Unite the union has claimed over 2m people had their benefits
stopped in the last two years, meaning 2014 saw the highest number of sanctions since jobseeker’s
allowance was introduced.
This especially affect those with conditions
difficult to assess such as mental illnesses, and 120 disabled people have
been given a three-year sanction since October 2012.
Last week,
researcher Kayleigh Garthwaite told MPs she found claimants on incapacity
benefit left penniless, including a 23-year-old pregnant woman with mental
health issues, who hadn’t eaten “a proper cooked meal” in two weeks and was
living on leftovers.
Testimonies are widely available through Disabled People Against the
Cuts and DWP Unspun,
who found reasons
for sanctions included selling Remembrance Day poppies, not job-hunting on
Christmas day, not being able to afford travel to an interview, and having a
heart attack.
In the worst cases benefits being stopped has resulted in
starvation or suicide, and the Guardian believe the Department for Work and
Pensions are holding 60 “unpublished investigations” into such
deaths.
On the one hand, Labour have
pledged they will scrap the coalition’s alleged targets for sanctions,
which have caused the increase in their use, but are intending to stick to coalition,
and New Labour thinking, that sanctions are a key part of welfare.
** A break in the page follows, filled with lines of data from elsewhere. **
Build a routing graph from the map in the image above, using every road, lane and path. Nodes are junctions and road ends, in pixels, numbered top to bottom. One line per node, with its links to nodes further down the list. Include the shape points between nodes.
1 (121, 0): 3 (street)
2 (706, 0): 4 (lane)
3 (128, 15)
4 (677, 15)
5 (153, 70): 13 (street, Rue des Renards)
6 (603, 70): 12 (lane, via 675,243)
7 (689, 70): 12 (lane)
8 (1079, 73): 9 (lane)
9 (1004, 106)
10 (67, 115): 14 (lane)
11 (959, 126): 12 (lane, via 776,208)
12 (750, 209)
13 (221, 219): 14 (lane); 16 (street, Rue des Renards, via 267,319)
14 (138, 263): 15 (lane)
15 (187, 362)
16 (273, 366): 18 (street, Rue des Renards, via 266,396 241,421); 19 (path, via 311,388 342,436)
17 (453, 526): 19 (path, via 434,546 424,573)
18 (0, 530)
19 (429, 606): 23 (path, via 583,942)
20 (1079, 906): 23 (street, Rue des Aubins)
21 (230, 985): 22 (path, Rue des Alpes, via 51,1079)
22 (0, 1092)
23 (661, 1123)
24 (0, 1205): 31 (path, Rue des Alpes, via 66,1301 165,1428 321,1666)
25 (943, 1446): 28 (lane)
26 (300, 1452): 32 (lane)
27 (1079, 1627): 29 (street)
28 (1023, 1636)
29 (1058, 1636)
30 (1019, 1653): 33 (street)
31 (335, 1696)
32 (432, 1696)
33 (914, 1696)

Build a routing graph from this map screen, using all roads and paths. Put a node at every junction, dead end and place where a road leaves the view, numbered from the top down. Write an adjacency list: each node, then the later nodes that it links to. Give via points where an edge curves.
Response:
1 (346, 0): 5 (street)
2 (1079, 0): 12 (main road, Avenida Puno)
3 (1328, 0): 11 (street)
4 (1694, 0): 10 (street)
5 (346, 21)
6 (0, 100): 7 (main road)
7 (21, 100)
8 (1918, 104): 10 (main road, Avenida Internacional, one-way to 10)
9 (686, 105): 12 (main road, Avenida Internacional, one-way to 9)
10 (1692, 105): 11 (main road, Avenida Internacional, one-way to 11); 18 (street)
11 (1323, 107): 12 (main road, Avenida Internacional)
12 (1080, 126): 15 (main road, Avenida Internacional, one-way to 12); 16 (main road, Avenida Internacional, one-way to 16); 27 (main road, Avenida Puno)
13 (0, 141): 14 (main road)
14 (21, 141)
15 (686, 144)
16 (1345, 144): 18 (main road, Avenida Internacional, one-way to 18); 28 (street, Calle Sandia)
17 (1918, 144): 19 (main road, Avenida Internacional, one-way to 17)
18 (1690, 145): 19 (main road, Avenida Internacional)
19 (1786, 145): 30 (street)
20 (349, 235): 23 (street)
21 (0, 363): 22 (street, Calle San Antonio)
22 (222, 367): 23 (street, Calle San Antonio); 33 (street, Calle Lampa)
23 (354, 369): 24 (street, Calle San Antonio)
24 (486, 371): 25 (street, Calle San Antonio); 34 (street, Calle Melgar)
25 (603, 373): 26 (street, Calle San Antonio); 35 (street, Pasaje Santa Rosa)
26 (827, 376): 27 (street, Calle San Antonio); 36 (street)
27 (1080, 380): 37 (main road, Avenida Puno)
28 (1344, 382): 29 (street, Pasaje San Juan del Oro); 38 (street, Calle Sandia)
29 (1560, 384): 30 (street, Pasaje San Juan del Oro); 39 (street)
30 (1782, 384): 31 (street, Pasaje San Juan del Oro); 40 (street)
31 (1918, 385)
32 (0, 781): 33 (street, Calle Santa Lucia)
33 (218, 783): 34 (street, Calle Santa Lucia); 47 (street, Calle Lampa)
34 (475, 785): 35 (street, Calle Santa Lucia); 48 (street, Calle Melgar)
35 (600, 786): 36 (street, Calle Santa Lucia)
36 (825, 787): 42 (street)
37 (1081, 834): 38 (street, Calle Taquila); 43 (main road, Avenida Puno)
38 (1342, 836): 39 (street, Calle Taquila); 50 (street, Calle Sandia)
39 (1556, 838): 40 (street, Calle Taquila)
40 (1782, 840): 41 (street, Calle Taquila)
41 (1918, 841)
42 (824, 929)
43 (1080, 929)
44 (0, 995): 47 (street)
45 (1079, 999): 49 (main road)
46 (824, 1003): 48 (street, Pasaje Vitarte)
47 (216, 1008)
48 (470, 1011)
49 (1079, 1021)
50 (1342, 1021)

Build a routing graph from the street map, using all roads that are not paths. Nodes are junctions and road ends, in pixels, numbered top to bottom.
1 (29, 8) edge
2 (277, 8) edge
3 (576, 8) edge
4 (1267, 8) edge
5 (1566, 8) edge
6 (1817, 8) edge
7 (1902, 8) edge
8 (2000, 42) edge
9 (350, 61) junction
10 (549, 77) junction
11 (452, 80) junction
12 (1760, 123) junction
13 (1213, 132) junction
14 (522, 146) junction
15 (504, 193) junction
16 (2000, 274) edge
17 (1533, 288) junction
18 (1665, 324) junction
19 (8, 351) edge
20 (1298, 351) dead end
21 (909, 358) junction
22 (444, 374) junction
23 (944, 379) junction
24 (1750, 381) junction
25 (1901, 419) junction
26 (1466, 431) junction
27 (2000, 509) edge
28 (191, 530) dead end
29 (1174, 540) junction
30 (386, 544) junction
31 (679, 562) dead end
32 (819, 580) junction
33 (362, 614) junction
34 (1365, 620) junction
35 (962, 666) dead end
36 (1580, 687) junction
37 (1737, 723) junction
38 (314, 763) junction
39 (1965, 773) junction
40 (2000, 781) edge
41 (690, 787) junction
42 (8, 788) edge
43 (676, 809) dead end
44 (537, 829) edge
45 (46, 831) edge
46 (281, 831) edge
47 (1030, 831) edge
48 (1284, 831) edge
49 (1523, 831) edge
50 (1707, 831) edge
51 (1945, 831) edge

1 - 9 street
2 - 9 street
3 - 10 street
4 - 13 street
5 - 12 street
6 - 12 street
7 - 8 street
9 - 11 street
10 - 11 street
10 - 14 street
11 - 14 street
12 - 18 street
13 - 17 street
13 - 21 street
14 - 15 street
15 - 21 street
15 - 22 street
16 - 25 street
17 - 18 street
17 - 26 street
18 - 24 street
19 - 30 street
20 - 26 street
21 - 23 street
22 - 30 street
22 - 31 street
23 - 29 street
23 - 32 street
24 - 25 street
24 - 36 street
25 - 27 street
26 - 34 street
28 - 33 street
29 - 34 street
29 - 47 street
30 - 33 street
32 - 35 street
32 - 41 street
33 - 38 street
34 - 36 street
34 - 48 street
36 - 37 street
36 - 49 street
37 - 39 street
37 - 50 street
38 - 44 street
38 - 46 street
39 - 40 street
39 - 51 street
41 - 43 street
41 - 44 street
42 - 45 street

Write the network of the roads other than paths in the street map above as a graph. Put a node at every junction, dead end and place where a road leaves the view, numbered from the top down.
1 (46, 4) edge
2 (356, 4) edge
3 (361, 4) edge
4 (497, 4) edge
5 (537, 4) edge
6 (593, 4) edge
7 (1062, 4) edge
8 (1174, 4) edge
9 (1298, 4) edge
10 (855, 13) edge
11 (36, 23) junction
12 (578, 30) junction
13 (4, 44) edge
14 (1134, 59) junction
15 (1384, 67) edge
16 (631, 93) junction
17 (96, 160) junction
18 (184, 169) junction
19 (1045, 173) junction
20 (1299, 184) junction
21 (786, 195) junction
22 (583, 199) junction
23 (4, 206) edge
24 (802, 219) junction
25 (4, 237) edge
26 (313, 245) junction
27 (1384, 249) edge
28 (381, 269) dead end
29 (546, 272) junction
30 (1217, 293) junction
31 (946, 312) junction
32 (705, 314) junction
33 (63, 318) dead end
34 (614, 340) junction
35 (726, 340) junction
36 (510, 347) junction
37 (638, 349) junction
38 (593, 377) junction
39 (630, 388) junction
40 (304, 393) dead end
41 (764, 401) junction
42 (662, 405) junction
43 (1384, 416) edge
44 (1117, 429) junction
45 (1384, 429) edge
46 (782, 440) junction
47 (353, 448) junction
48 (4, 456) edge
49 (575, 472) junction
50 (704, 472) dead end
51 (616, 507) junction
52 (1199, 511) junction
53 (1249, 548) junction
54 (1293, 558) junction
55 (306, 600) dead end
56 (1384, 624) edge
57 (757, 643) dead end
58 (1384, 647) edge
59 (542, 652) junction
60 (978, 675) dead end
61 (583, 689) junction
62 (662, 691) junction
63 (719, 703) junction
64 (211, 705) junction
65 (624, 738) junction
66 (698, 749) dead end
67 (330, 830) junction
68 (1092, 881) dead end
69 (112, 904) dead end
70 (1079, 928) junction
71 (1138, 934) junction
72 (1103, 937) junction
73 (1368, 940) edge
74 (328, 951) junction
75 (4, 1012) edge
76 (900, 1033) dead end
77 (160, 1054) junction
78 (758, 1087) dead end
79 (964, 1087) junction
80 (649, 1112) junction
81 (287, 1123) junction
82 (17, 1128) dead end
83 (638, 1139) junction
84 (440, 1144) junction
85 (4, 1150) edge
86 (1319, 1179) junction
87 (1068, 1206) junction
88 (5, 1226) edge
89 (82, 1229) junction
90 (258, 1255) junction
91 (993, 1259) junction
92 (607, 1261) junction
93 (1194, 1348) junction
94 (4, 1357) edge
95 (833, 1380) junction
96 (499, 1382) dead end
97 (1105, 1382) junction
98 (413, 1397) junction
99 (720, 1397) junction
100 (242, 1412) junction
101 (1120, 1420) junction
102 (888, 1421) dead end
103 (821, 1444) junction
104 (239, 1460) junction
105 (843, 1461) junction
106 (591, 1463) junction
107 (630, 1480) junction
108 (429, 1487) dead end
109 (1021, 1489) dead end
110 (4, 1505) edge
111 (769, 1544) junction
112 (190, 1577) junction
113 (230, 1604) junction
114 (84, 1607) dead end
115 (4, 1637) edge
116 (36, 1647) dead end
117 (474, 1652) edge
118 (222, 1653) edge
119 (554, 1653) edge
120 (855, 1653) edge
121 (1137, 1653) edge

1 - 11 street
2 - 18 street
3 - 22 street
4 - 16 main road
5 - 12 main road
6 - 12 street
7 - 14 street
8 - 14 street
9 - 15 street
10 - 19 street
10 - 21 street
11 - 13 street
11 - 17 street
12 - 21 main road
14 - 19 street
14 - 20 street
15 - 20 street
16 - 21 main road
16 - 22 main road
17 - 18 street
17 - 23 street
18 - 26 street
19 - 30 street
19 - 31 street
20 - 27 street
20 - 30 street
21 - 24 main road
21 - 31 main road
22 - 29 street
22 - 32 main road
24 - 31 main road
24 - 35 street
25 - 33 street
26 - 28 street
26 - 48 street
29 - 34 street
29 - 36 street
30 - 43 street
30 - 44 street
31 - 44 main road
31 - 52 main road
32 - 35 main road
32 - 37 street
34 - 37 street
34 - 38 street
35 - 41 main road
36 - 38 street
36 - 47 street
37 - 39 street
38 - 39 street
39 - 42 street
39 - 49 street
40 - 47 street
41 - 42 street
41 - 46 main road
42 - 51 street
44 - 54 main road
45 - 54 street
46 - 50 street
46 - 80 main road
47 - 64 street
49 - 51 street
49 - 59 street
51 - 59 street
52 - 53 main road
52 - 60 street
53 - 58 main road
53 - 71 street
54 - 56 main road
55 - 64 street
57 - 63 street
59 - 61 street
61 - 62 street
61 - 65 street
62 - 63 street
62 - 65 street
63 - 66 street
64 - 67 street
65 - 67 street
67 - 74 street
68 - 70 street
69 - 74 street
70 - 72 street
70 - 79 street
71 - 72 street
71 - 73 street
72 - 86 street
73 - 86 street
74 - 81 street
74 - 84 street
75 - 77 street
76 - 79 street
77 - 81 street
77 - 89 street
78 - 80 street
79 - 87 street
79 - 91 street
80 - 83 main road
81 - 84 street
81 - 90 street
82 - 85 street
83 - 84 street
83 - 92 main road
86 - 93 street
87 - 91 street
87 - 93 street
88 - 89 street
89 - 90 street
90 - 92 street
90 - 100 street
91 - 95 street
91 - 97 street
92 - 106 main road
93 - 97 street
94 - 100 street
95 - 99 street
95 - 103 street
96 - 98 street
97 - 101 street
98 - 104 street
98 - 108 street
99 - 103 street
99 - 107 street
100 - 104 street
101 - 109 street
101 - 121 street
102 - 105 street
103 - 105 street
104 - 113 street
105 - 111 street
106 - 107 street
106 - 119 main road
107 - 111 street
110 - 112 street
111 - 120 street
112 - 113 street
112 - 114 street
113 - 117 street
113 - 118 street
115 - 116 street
Liam Byrne, when shadow secretary
for work and pensions, criticised and pledged to end “a nationwide
culture of targets, league tables and intimidation at the heart of the
Department for Work and Pensions sanctions regime.”
Now his successor, Rachel
Reeves has argued, “Sanctions
have been part of our social security system since its foundation, and the
principle of mutual obligation and putting conditions on benefit claims were
integral to the progressive labour market policies of the last Labour
government.”
The “last Labour
government” to which she refers used sanctions as a core part of its “New Deal” back in 1998, with the announcement that Labour was, “toughening up the
penalties for those who refused jobs or training”, in other words, they would
be using benefit sanctions.
Many of these came through "“workfare”, a
regime where jobseekers were forced onto mandatory work placements in exchange
for their benefits.
The Child Poverty Action Group, which is criticising the
coalition, said back in 1999 that
New Labour’s benefit sanctions was “a step towards a US-style workfare
system”, which Alistair Darling, Social Security Secretary at the time,
defended as “harsh, but justifiable”.
The reality for the unemployed, including those struggling
with mental health issues, is that after 2015 sanctions will still be there,
just delivered in a “progressive” and “justifiable” way.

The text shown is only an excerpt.